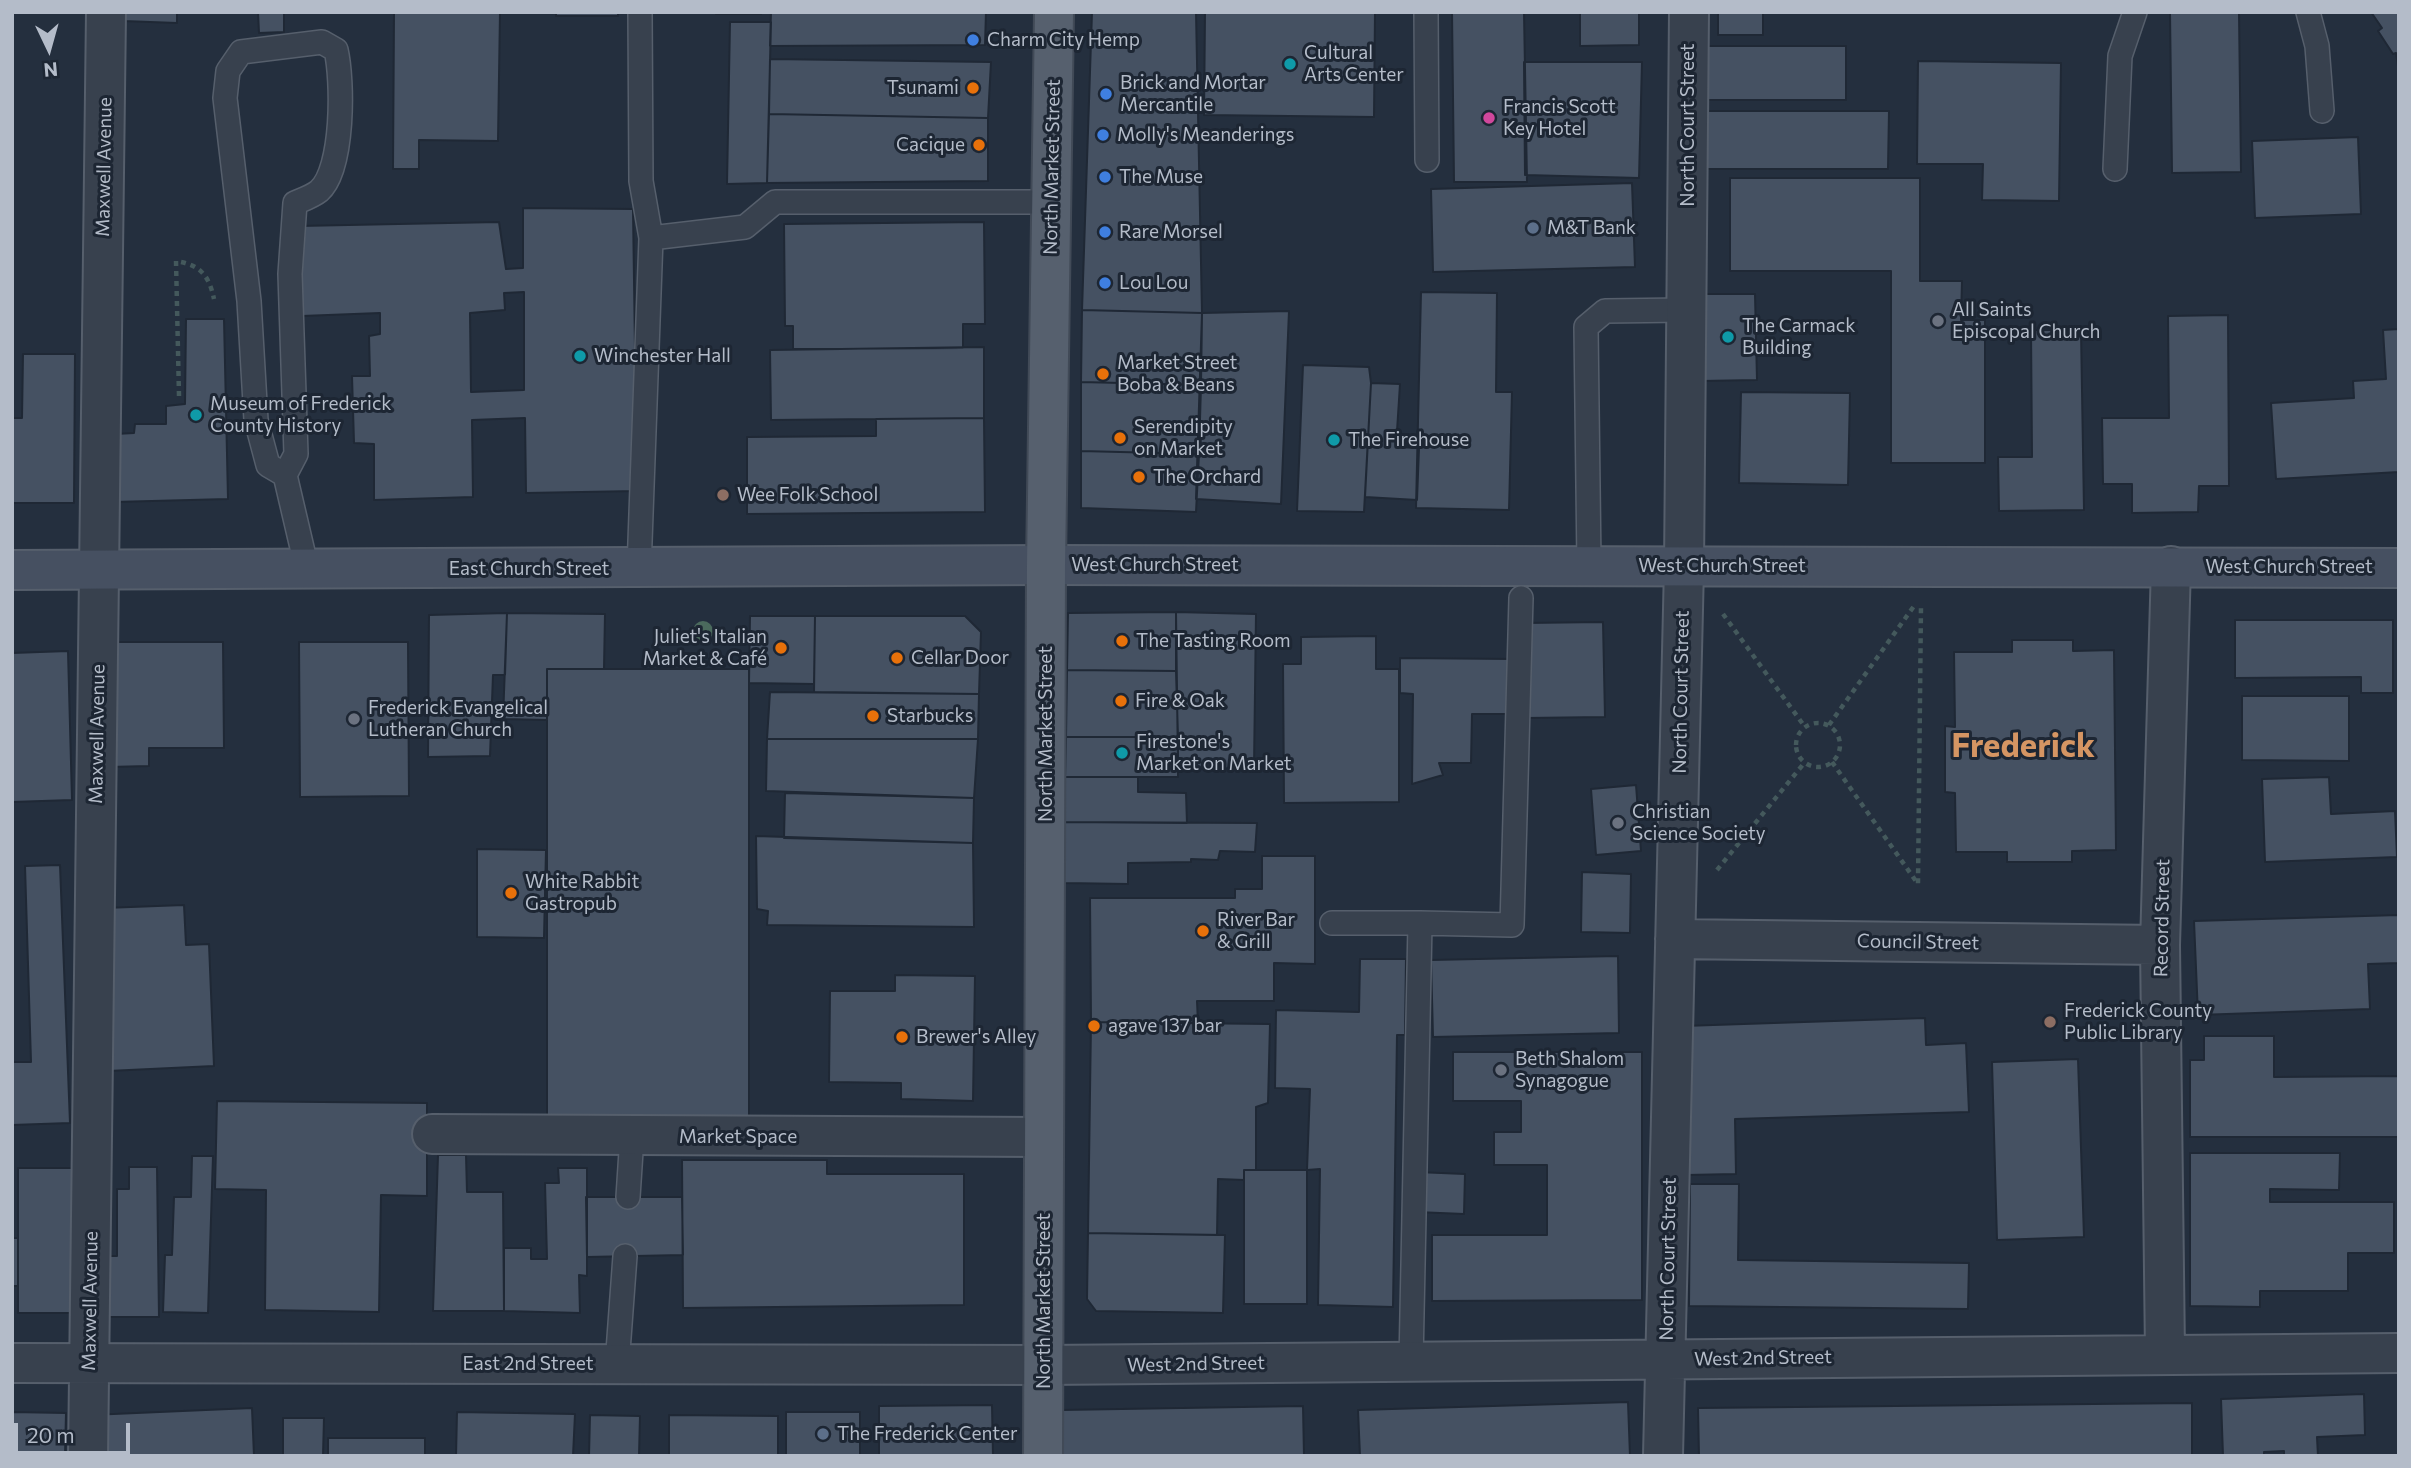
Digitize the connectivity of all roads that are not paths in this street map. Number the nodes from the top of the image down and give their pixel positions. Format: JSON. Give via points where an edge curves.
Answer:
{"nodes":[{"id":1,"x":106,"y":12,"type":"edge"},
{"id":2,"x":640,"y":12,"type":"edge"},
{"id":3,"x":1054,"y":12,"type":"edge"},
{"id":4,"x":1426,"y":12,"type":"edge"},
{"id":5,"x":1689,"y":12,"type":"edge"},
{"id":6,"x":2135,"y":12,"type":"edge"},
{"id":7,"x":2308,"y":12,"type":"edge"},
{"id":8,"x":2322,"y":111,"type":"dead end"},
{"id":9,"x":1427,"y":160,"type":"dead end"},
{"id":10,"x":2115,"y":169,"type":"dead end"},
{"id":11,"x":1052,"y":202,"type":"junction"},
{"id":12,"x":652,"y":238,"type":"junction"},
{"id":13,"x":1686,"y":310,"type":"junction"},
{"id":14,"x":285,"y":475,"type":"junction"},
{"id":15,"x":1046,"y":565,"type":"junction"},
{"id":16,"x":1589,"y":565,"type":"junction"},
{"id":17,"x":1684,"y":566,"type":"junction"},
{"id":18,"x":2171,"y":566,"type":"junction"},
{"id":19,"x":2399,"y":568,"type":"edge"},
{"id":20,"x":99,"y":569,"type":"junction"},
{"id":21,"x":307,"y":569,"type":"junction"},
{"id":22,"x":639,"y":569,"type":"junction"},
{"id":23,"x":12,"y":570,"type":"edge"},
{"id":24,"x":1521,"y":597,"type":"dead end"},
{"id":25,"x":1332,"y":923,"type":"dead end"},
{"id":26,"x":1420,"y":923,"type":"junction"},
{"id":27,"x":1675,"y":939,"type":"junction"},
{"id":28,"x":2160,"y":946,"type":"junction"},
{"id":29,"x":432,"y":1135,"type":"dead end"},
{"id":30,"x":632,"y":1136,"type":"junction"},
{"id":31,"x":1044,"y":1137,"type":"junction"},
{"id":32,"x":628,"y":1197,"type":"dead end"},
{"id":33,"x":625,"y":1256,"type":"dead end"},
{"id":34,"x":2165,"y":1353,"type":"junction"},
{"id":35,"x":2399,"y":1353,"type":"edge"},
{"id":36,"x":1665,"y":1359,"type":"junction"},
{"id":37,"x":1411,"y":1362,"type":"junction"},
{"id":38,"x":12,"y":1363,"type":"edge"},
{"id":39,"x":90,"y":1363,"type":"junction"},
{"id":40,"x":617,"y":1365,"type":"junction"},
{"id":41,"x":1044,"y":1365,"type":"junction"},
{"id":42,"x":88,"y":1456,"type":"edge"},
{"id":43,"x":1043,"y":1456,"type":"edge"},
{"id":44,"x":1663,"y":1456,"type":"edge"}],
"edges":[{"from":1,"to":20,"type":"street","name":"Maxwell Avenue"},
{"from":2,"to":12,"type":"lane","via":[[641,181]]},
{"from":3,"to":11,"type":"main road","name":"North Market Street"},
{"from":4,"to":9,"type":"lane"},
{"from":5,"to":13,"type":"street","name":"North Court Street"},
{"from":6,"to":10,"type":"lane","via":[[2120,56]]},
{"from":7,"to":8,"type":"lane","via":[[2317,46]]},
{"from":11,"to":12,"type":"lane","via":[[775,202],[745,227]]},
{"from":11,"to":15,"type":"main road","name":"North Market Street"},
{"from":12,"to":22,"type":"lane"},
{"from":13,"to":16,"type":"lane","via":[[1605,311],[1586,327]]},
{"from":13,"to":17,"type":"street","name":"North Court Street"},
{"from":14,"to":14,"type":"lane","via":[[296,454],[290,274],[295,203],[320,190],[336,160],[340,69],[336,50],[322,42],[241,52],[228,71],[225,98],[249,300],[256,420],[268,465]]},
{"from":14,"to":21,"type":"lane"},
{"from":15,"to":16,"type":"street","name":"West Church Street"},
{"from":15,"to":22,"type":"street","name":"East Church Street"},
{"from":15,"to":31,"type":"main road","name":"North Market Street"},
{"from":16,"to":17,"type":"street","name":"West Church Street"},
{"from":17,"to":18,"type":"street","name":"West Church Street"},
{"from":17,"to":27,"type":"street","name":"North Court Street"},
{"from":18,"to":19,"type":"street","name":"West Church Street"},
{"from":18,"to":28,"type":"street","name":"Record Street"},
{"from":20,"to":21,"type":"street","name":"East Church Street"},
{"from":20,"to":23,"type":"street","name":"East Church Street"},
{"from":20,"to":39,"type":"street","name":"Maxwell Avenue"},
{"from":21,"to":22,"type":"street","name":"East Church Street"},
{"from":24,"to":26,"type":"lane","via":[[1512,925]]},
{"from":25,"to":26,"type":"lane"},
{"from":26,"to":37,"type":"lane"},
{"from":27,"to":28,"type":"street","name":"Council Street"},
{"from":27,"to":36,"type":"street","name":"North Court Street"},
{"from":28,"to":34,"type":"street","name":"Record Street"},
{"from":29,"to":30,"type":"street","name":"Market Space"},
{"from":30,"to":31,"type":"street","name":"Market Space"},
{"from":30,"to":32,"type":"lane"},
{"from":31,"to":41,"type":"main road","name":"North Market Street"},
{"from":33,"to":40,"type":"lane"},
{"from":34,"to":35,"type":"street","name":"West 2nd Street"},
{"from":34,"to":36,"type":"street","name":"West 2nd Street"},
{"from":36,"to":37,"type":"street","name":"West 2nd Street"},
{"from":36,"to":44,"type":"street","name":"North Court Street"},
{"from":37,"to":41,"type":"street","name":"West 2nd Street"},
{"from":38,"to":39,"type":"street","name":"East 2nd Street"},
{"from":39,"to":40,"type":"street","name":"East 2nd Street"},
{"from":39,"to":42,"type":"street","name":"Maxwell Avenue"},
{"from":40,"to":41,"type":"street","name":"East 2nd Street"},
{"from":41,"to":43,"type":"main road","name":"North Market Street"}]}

※

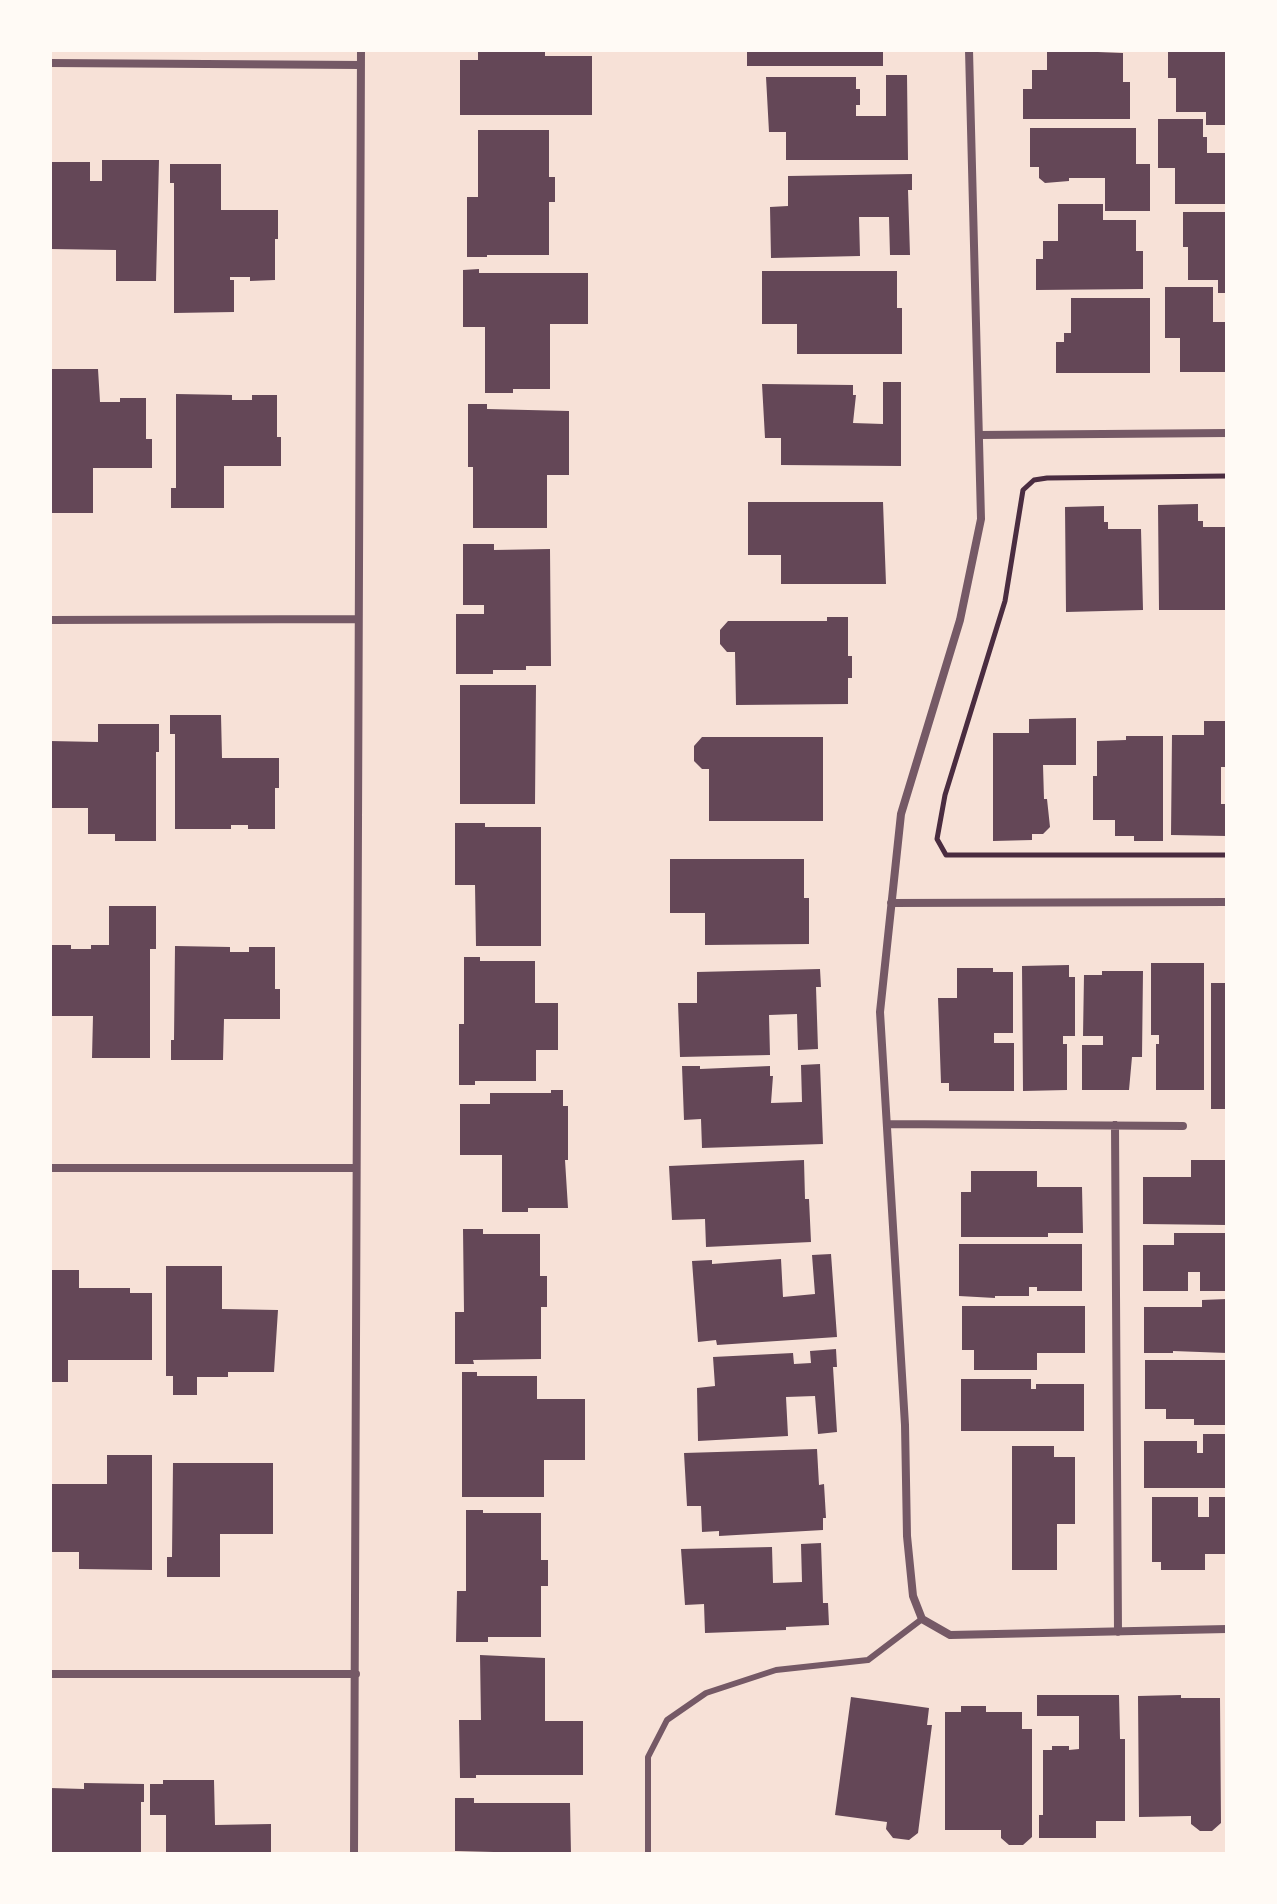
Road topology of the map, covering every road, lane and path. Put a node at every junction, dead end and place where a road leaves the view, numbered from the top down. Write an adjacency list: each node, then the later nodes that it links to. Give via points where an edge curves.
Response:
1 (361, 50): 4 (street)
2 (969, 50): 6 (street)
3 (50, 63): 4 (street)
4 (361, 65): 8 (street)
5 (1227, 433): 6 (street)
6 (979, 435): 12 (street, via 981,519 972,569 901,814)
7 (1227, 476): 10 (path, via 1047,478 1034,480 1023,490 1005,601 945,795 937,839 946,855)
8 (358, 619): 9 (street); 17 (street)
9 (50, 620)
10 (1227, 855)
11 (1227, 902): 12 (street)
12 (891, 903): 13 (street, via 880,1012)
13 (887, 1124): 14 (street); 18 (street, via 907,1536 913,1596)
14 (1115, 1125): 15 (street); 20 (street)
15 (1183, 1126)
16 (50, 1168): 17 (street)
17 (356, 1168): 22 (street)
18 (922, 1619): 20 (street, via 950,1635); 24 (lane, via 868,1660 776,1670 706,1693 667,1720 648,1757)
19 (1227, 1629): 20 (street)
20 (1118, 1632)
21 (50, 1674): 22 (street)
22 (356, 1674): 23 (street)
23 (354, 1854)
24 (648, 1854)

※

**Assigned task**
How many lines of the material hold the string "where"? Answer with the number only.

**Result of the exercise**
2